Amputation claims are among the most serious injury categories in the Judicial College Guidelines, reflecting the permanent, life-changing nature of limb loss and the significant ongoing cost of prosthetic provision, rehabilitation, aids, adaptations and - where relevant - loss of earning capacity. The JCG 17th edition (April 2024) separates amputation cases by upper vs lower limb, by level (above-knee vs below-knee; above-elbow vs below-elbow), and by whether one or both sides are affected.
Casibus works with SRA-regulated personal injury specialists on a no win, no fee basis. Every case depends on its evidence.
How the JCG values amputation
Double upper-limb amputation
The highest amputation bracket. Loss of both hands or arms. JCG 17th edition general-damages figures are comparable to the most severe brain-injury tier - well into six figures - reflecting the severity of functional loss. Comparable in order of magnitude to very severe TBI or tetraplegia general damages.
Single upper-limb amputation
Loss of one arm, valued by level - shoulder disarticulation / above-elbow / below-elbow. Above-elbow amputation attracts a higher bracket than below-elbow because it prevents use of a cosmetic or functional prosthesis at the elbow joint. Dominant vs non-dominant arm affects final valuation within the bracket.
Double lower-limb amputation
Loss of both legs. JCG 17th edition valuation depends on level - hindquarter / above-knee / below-knee - with higher brackets for higher amputation. Lifetime mobility cost is very substantial.
Single lower-limb amputation
The most common category in our caseload - a single below-knee amputation following an RTA, industrial accident or vascular event. Above-knee amputation attracts higher figures than below-knee because it affects the knee joint and drives the need for more complex prosthetics. Hindquarter amputation (loss of the entire leg at the hip) attracts a higher figure again.

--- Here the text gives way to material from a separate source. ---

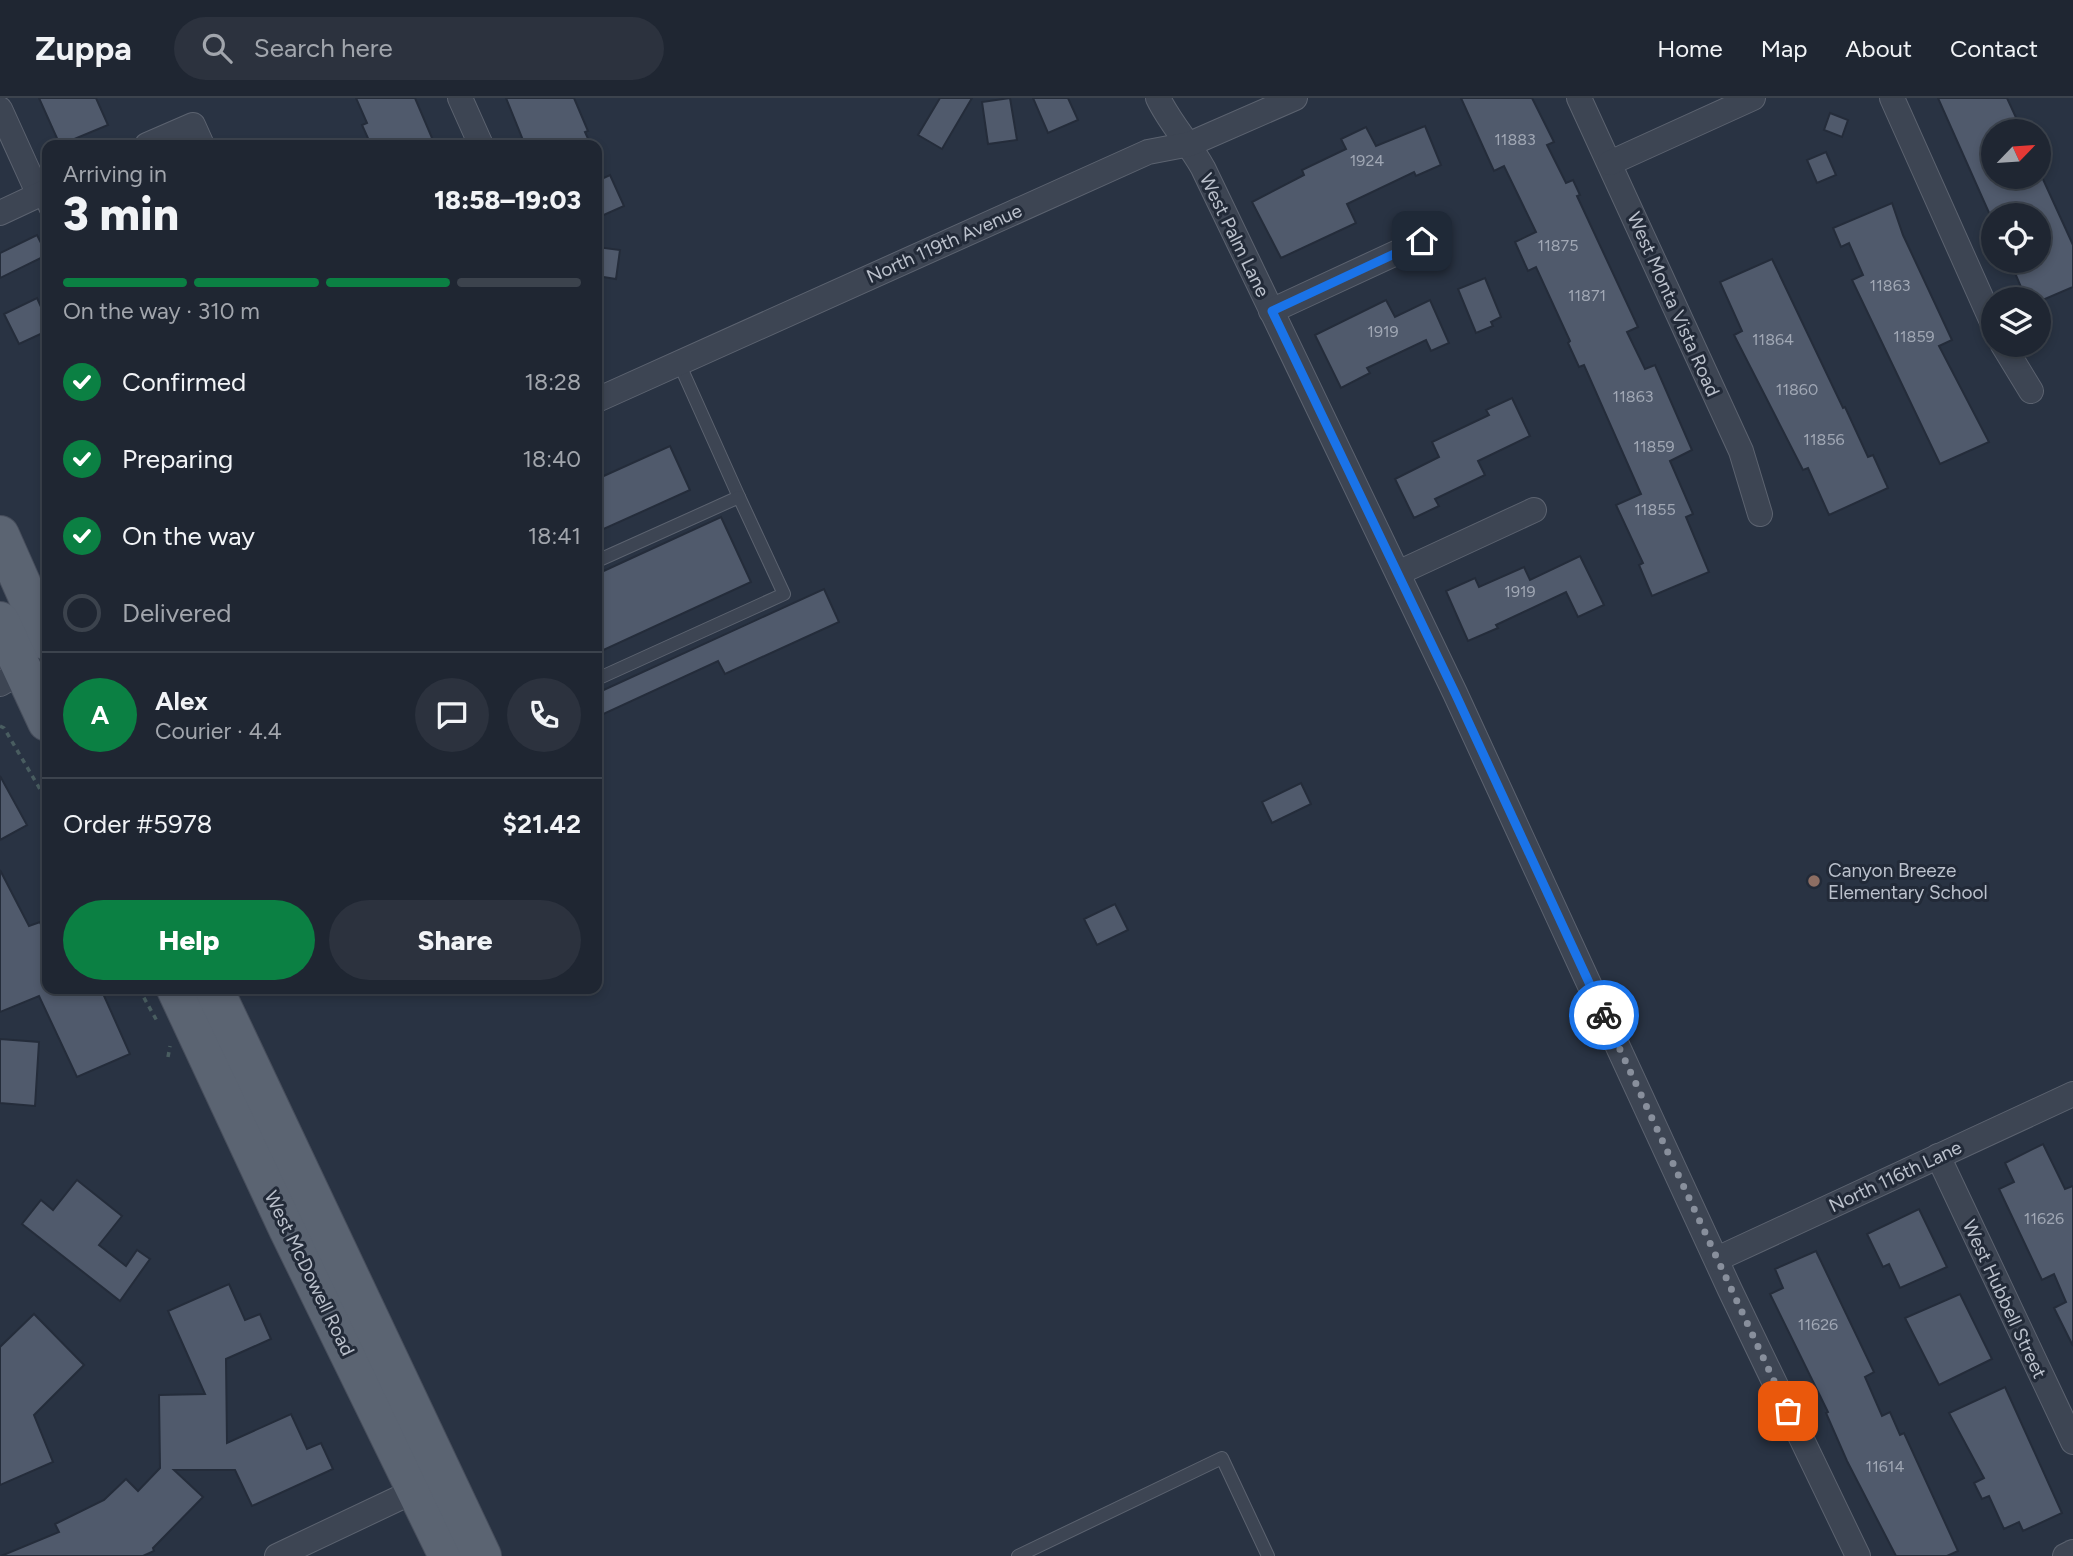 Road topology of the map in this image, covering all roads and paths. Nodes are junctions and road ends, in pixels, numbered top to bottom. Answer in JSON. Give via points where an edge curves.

Prosthetics - the recurring cost
The NHS supplies a baseline prosthetic - appropriate for daily activities, adequate for most purposes. For many claimants, that baseline is not enough: the claim typically funds private activity-specific prosthetics (microprocessor knees, or MPKs; running blades; water-rated prosthetics; myoelectric hands with multiple grip patterns). These devices cost tens of thousands of pounds and require replacement every 3-5 years. Over a lifetime, prosthetics alone can run into seven figures for an active younger claimant.
A good amputation claim maps out: current and anticipated future prosthetic needs by activity; replacement intervals; socket replacement and liner costs; servicing / maintenance; and consumables.
Special damages in amputation claims
- Prosthetics - as above, lifetime replacement cycle costed out.
Common routes to an amputation claim
- RTA - high-energy crush, motorcyclist struck by HGV, pedestrian knockdown. See road traffic accidents.
Vascular and diabetic amputation - when is it a clinical-negligence case?
Not every amputation is a negligent amputation. Amputation is an appropriate treatment for many conditions - severe peripheral vascular disease, sepsis, necrotising fasciitis, non-viable tissue after trauma. A claim arises only where the pre-amputation management fell below a reasonable standard (Bolam / Bolitho). Common patterns we see: delayed referral of a diabetic foot ulcer to specialist vascular care; failure to investigate critical limb ischaemia in time; missed compartment syndrome after a fracture; failure to diagnose necrotising fasciitis. These turn on expert vascular / orthopaedic evidence. See medical negligence.
Military amputation - AFCS and the common-law route
Serving personnel who sustain amputation in service have two parallel routes: the Armed Forces Compensation Scheme (AFCS, administered by Veterans UK) - a no-fault tariff scheme covering injury or illness caused by service on or after 6 April 2005; and common-law negligence against the MOD where negligence can be established. Following Smith v Ministry of Defence [2013] UKSC 41, combat immunity does not apply to training and equipment-provision decisions. AFCS tariff awards for amputation are substantial but often below what a full common-law quantification would produce. Both routes can be pursued - with proper credit against double recovery. See military accidents.
Interim payments
Interim payments under CPR 25.6 are routine in amputation cases - to fund initial prosthetics, accommodation adaptations, and rehabilitation long before final settlement. The first interim typically follows admission of liability or a strong early liability case. See interim payments.